* [Work item]
If a line below includes the string "down", copy it.

* [Saved data entries]
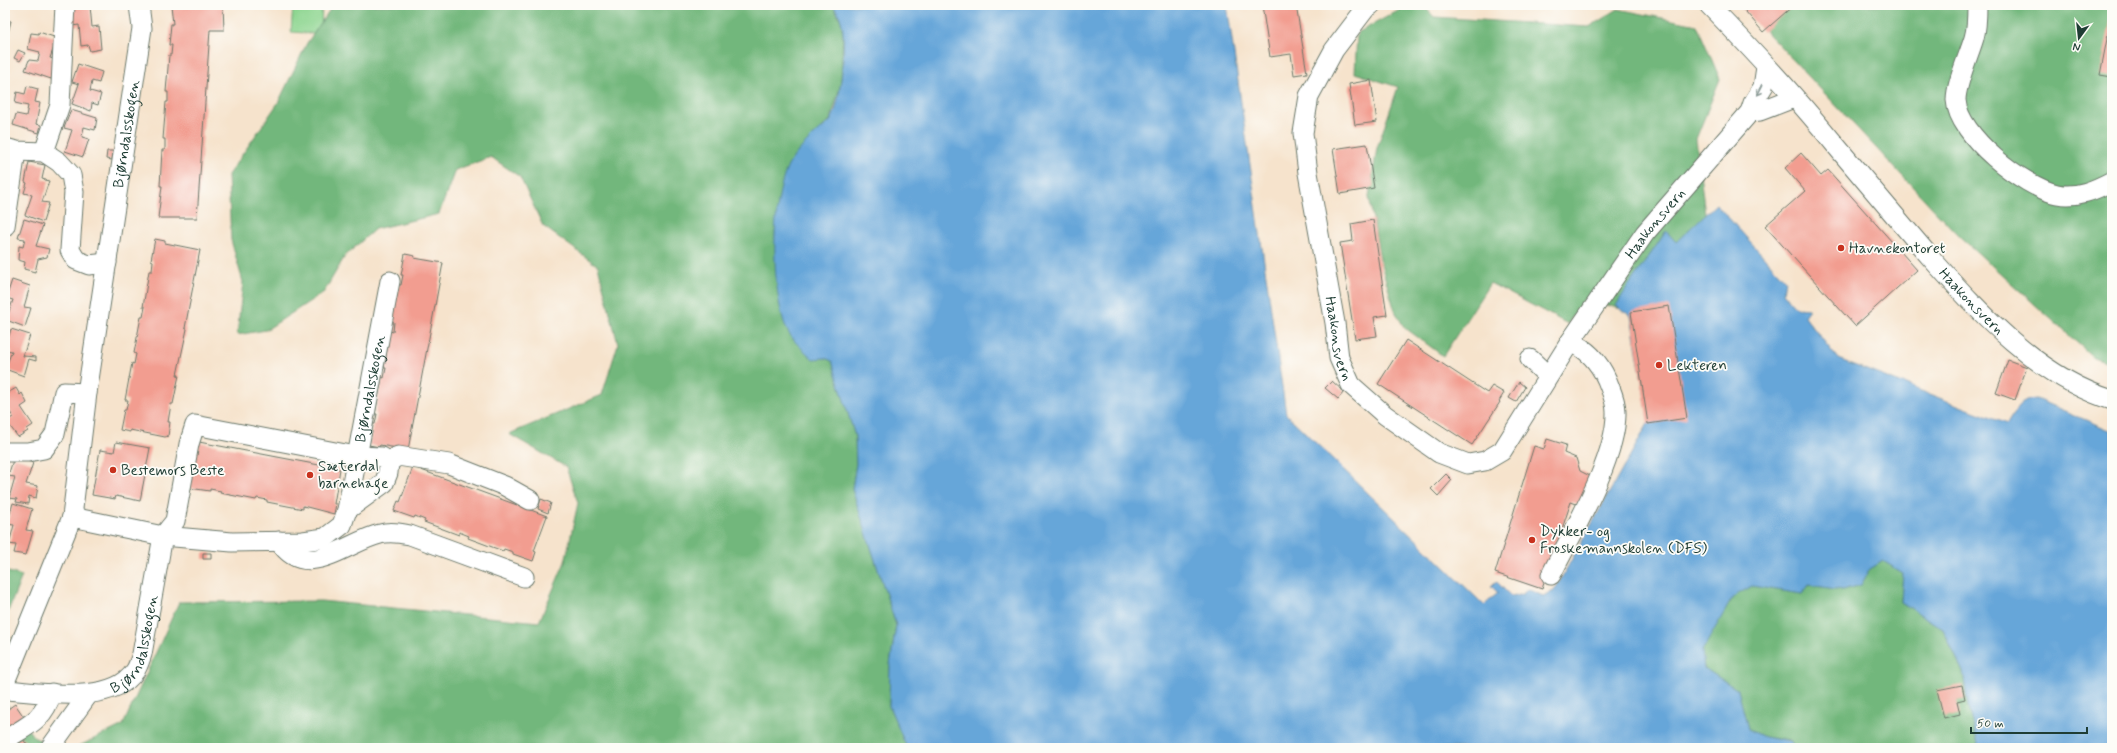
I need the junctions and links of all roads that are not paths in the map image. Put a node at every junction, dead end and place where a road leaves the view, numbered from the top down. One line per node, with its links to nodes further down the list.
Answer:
1 (65, 5): 10 (street)
2 (139, 5): 13 (street, Bjørndalsskogen)
3 (1371, 5): 17 (street, Haakonsvern)
4 (1709, 5): 6 (street, Haakonsvern)
5 (1977, 5): 11 (street)
6 (1766, 67): 7 (street, Haakonsvern); 8 (street, Haakonsvern, one-way to 8)
7 (1794, 98): 8 (street); 19 (street, Haakonsvern)
8 (1750, 112): 15 (street, Haakonsvern)
9 (11, 150): 10 (street); 12 (street)
10 (44, 152): 13 (street)
11 (2112, 181)
12 (5, 226)
13 (107, 263): 18 (street, Bjørndalsskogen)
14 (390, 280): 21 (street, Bjørndalsskogen)
15 (1570, 342): 17 (street, Haakonsvern); 28 (street)
16 (1530, 359): 17 (street)
17 (1548, 376)
18 (87, 393): 20 (street); 25 (street, Bjørndalsskogen)
19 (2112, 400)
20 (5, 452)
21 (356, 456): 22 (street); 24 (street, Bjørndalsskogen); 26 (street, Bjørndalsskogen)
22 (389, 462): 23 (street); 24 (street)
23 (530, 500)
24 (347, 510): 27 (street, Bjørndalsskogen)
25 (72, 517): 26 (street, Bjørndalsskogen); 30 (street, Bjørndalsskogen)
26 (163, 536): 27 (street, Bjørndalsskogen); 33 (street, Bjørndalsskogen)
27 (279, 541): 29 (street)
28 (1551, 575)
29 (524, 577)
30 (5, 682)
31 (5, 690): 32 (street, Bjørndalsskogen)
32 (52, 693): 33 (street, Bjørndalsskogen); 34 (street)
33 (88, 695): 35 (street)
34 (5, 740)
35 (50, 748)

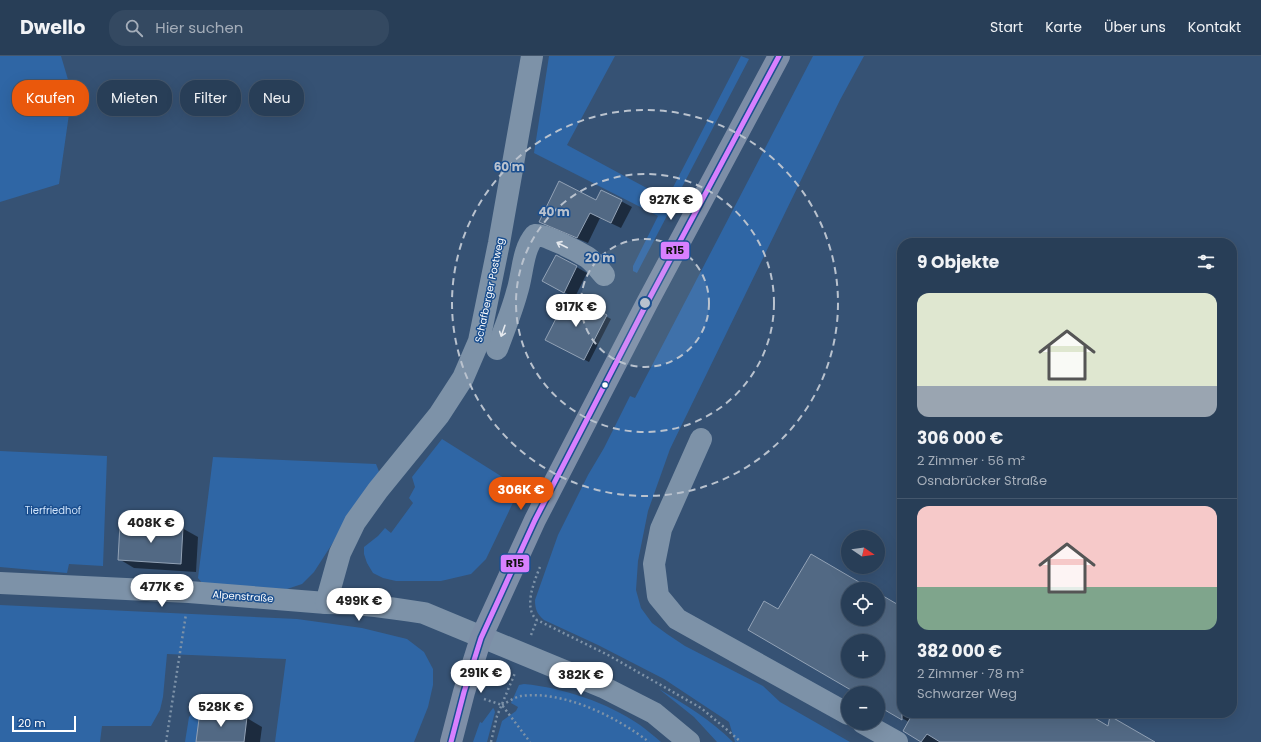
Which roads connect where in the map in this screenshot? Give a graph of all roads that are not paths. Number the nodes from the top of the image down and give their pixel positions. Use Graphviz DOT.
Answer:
graph roads {
  1 [pos="532,56"];
  2 [pos="779,56"];
  3 [pos="604,275"];
  4 [pos="497,349"];
  5 [pos="701,439"];
  6 [pos="0,583"];
  7 [pos="326,603"];
  8 [pos="481,638"];
  9 [pos="841,710"];
  10 [pos="876,730"];
  11 [pos="451,742"];
  12 [pos="689,742"];
  13 [pos="897,742"];
  1 -- 7 [label="street, Schafberger Postweg"];
  2 -- 8 [label="main road"];
  3 -- 4 [label="street, one-way"];
  5 -- 9 [label="street"];
  6 -- 7 [label="street, Alpenstraße"];
  7 -- 8 [label="street, Alpenstraße"];
  8 -- 11 [label="main road"];
  8 -- 12 [label="street, Alpenstraße"];
  10 -- 13 [label="street"];
}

* [Exercise response]
I need the junctions and links of all roads that are not paths in the map image. Put a node at every junction, dead end and place where a road leaves the view, numbered from the top down. One line per node, with its links to nodes further down the list.
Which roads connect where in the map in this screenshot? Give a graph of all roads that are not paths. Number the nodes from the top of the image down and give their pixel positions. Use Graphviz DOT.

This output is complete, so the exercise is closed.